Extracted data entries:
*** Begin section ***

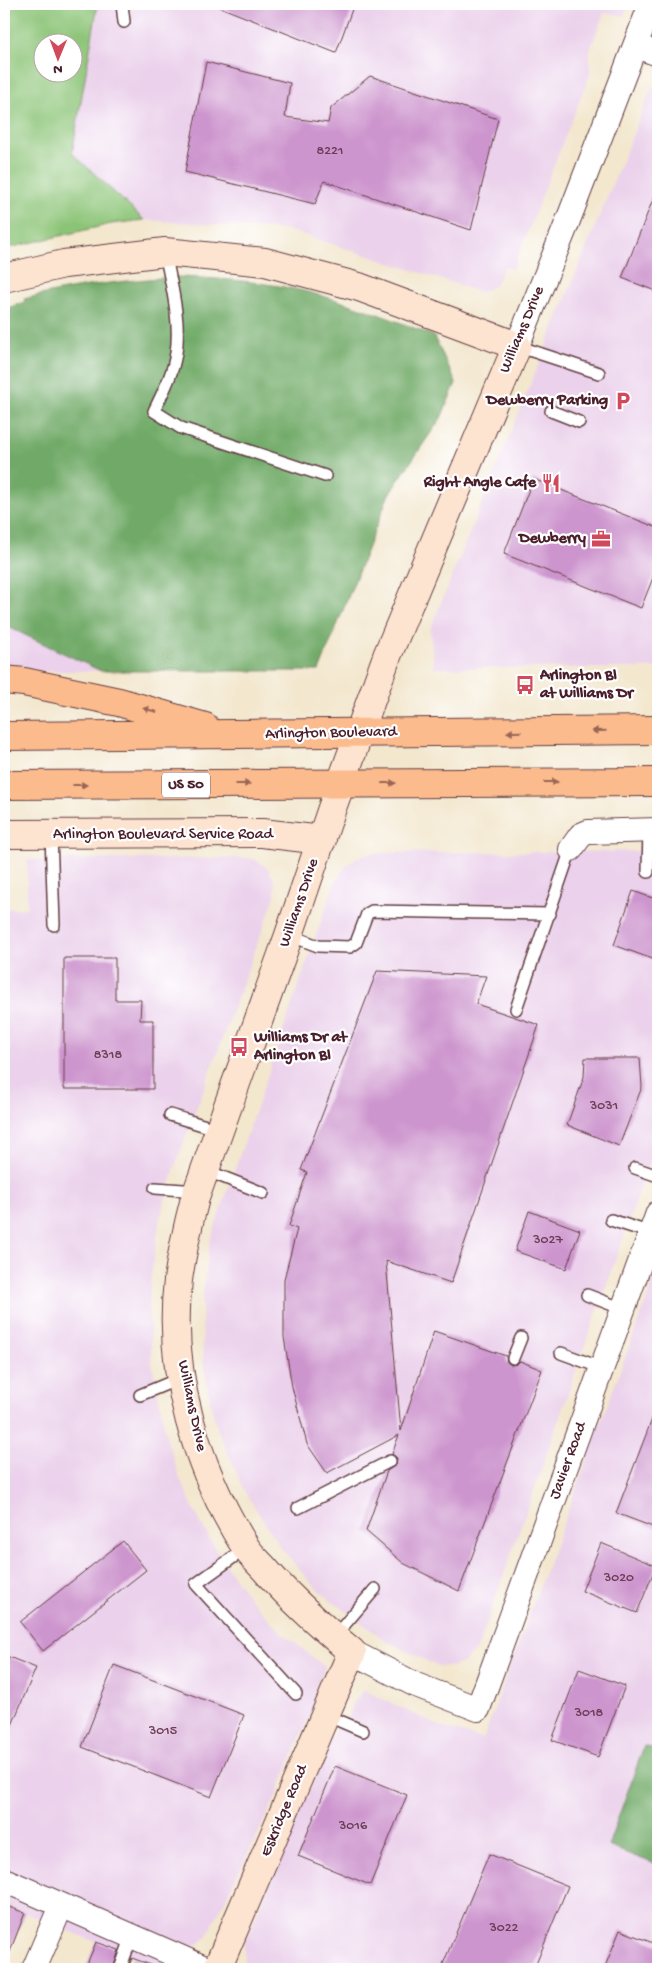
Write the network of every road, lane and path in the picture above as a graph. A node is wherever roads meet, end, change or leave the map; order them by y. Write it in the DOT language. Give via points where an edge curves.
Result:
graph roads {
  1 [pos="122,4"];
  2 [pos="650,4"];
  3 [pos="124,22"];
  4 [pos="636,46"];
  5 [pos="658,54"];
  6 [pos="165,252"];
  7 [pos="4,278"];
  8 [pos="517,346"];
  9 [pos="599,373"];
  10 [pos="551,411"];
  11 [pos="579,422"];
  12 [pos="326,476"];
  13 [pos="4,680"];
  14 [pos="658,730"];
  15 [pos="359,734"];
  16 [pos="230,735"];
  17 [pos="4,736"];
  18 [pos="658,782"];
  19 [pos="340,784"];
  20 [pos="4,785"];
  21 [pos="653,830"];
  22 [pos="4,834"];
  23 [pos="51,834"];
  24 [pos="322,840"];
  25 [pos="571,849"];
  26 [pos="648,872"];
  27 [pos="550,914"];
  28 [pos="54,925"];
  29 [pos="289,936"];
  30 [pos="516,1009"];
  31 [pos="170,1115"];
  32 [pos="220,1130"];
  33 [pos="635,1168"];
  34 [pos="658,1176"];
  35 [pos="201,1181"];
  36 [pos="155,1188"];
  37 [pos="264,1192"];
  38 [pos="611,1220"];
  39 [pos="655,1223"];
  40 [pos="588,1295"];
  41 [pos="623,1309"];
  42 [pos="521,1338"];
  43 [pos="561,1353"];
  44 [pos="513,1358"];
  45 [pos="602,1368"];
  46 [pos="181,1378"];
  47 [pos="140,1395"];
  48 [pos="390,1461"];
  49 [pos="298,1508"];
  50 [pos="247,1548"];
  51 [pos="375,1589"];
  52 [pos="343,1644"];
  53 [pos="296,1694"];
  54 [pos="478,1709"];
  55 [pos="326,1716"];
  56 [pos="363,1731"];
  57 [pos="4,1880"];
  58 [pos="61,1906"];
  59 [pos="132,1936"];
  60 [pos="34,1969"];
  61 [pos="120,1969"];
  62 [pos="207,1969"];
  63 [pos="217,1969"];
  1 -- 3 [label="lane"];
  2 -- 4 [label="street, Williams Drive"];
  4 -- 5 [label="street"];
  4 -- 8 [label="street, Williams Drive"];
  6 -- 7 [label="street" via="64,264"];
  6 -- 8 [label="street" via="284,266 359,287"];
  6 -- 12 [label="lane" via="176,311 176,352 169,381 154,411 181,428"];
  8 -- 9 [label="lane"];
  8 -- 15 [label="street, Williams Drive" via="387,656"];
  10 -- 11 [label="lane"];
  16 -- 13 [label="main road, one-way" via="119,702"];
  14 -- 15 [label="main road, Arlington Boulevard, one-way"];
  15 -- 16 [label="main road, Arlington Boulevard"];
  15 -- 19 [label="street, Williams Drive"];
  16 -- 17 [label="main road, Arlington Boulevard"];
  19 -- 18 [label="main road, US 50, one-way"];
  20 -- 19 [label="main road, US 50, one-way"];
  19 -- 24 [label="street, Williams Drive"];
  21 -- 25 [label="street" via="588,832 581,835"];
  21 -- 26 [label="lane"];
  22 -- 23 [label="street, Arlington Boulevard Service Road"];
  23 -- 24 [label="street, Arlington Boulevard Service Road" via="262,834"];
  23 -- 28 [label="lane"];
  24 -- 29 [label="street, Williams Drive"];
  25 -- 27 [label="lane"];
  27 -- 29 [label="lane" via="372,911 367,914 356,943 350,947 318,946"];
  27 -- 30 [label="lane"];
  29 -- 32 [label="street, Williams Drive"];
  31 -- 32 [label="lane"];
  32 -- 35 [label="street, Williams Drive"];
  33 -- 34 [label="lane"];
  35 -- 36 [label="lane"];
  35 -- 37 [label="lane"];
  35 -- 46 [label="street, Williams Drive" via="184,1240 178,1282"];
  38 -- 39 [label="lane"];
  39 -- 41 [label="street, Javier Road"];
  40 -- 41 [label="lane"];
  41 -- 45 [label="street, Javier Road"];
  42 -- 44 [label="lane"];
  43 -- 45 [label="lane"];
  45 -- 54 [label="street, Javier Road"];
  46 -- 47 [label="lane"];
  46 -- 50 [label="street, Williams Drive" via="192,1431 203,1462"];
  48 -- 49 [label="lane"];
  50 -- 52 [label="street, Williams Drive" via="294,1602"];
  50 -- 53 [label="lane" via="196,1584"];
  51 -- 52 [label="lane"];
  52 -- 54 [label="street, Williams Drive" via="416,1685"];
  52 -- 55 [label="street, Eskridge Road"];
  55 -- 56 [label="lane"];
  55 -- 63 [label="street, Eskridge Road"];
  57 -- 58 [label="street"];
  58 -- 59 [label="street"];
  58 -- 60 [label="street"];
  59 -- 61 [label="lane"];
  59 -- 62 [label="street"];
}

*** End section ***

EXERCISE:
Every line of the records that includes the word "roads" should be gathered.

TASK RESULT:
Write the network of every road, lane and path in the picture above as a graph. A node is wherever roads meet, end, change or leave the map; order them by y. Write it in the DOT language. Give via points where an edge curves.
graph roads {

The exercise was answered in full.